Yesterday, Centre for Inclusion and Curriculum Centre-Forward Terry Di Paolo and I debated whether we had called our forthcoming conference – Discourses of Inclusion in Higher Education – the right thing.
The aims for the conference are to further intellectualise the debates around equity and widening participation in higher education, and at the same time appeal to a wide international base of researchers, practitioners and policy makers.
We both had a dread feeling that the selected key term ‘inclusion’ might equally mean something to everybody and nothing to anybody. And in the course of this conceptual vagueness, we might inadvertedly have created a conference that was paradoxically one of ‘exclusion’.
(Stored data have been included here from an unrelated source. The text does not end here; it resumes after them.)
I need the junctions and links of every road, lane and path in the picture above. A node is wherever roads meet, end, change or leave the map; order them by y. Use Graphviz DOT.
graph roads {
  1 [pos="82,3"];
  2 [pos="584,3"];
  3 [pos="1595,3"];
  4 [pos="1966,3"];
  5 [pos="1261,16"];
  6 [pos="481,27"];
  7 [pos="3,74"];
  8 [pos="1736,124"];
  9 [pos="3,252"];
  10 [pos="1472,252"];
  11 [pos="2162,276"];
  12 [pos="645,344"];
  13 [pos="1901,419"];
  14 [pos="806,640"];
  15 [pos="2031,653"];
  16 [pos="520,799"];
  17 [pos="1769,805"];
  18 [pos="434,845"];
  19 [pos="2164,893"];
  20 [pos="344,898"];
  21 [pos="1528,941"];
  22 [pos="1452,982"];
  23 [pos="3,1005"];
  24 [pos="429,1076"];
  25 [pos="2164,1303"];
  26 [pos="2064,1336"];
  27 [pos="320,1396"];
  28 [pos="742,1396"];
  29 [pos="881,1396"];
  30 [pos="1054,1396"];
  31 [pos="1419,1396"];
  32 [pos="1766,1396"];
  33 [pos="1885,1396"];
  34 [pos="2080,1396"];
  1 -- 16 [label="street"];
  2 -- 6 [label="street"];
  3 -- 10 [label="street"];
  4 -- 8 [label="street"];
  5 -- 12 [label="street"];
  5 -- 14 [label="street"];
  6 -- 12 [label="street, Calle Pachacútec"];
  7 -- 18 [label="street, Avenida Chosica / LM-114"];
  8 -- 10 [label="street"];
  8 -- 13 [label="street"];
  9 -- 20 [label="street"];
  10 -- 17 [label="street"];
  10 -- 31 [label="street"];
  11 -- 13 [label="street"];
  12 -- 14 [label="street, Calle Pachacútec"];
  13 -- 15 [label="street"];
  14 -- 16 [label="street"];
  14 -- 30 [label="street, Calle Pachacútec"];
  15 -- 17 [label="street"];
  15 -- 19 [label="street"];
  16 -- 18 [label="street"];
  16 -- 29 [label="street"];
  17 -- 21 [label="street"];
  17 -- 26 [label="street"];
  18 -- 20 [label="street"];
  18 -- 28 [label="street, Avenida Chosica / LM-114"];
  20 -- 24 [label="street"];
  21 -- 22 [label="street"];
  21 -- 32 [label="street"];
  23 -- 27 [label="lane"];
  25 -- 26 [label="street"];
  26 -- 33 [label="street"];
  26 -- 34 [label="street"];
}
Although the UK has near fetishized the term ‘widening participation’, I think we would claim a reasonable understanding of what it might mean. My fear however is that it is not in international terms as universally understood. Australia’s own programme of addressing under-representation in higher education is most usually referred to as ‘equity’: a term which UK-ers might themselves find an extremely vague one, which has not really been adopted in any political or social sphere.
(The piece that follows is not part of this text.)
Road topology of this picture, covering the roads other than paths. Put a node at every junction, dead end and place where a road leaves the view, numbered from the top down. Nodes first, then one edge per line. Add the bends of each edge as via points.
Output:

But ‘inclusion’ itself is a potential minefield too. Researchers and practitioners with an interest in disability have quite a specific (if expansive) understanding of the term as relating to disability. And when attached to an area of interest, for example ‘inclusive curriculum’ it has the potential to mean quite different things to different constituencies.
So in the UK we often revert to the safe haven of ‘widening participation’ to capture our territory. In the process we risk marginalisation of our international colleagues, but we also risk something much more serious – the obfuscation of the social justice value itself. Many commentators have pondered the policy and practice of widening participation in UK higher education and concluded that much of the difficulty in achieving a consistent message lies in the reality that the UK policy initiative, which commenced in earnest with the election of the 1997 Labour Government, was not in actual fact a policy to widen participation at all. Rather it was a policy to increase participation in absolute terms, couched in a cozy rhetoric. Universities saw the benefits of a programme of expansion and ran with the notion, espousing social justice values often as a marketing strategy to maximise recruitment. No universities felt particularly constrained in how they might respond to the policy goal, because it was vague enough to allow for almost any action to count. We are all aware of the baggage the term ‘widening participation’ has accumulated over its 15 year trajectory and the still present dangers of perpetuating a deficit model which places the student, rather than the institution, as lacking in ‘what it takes’ to succeed.
Although this has lead me (with others) to call for a radical rethink in terminology, I find myself, whilst puzzling through this conference title, to think that I’ve not got any real answers. I’m such a hypocrite. Ho hum.
As a postscript this this blog: we’ve decided to remain with the title Discourses of Inclusion, but for the benefit of certain audiences, to add direct reference to ‘widening participation’ (with all its conceptual and political baggage). So all look now to the OU’s Widening Participation Conference 2012: Discourses of Inclusion in Higher Education. We’ll see you there!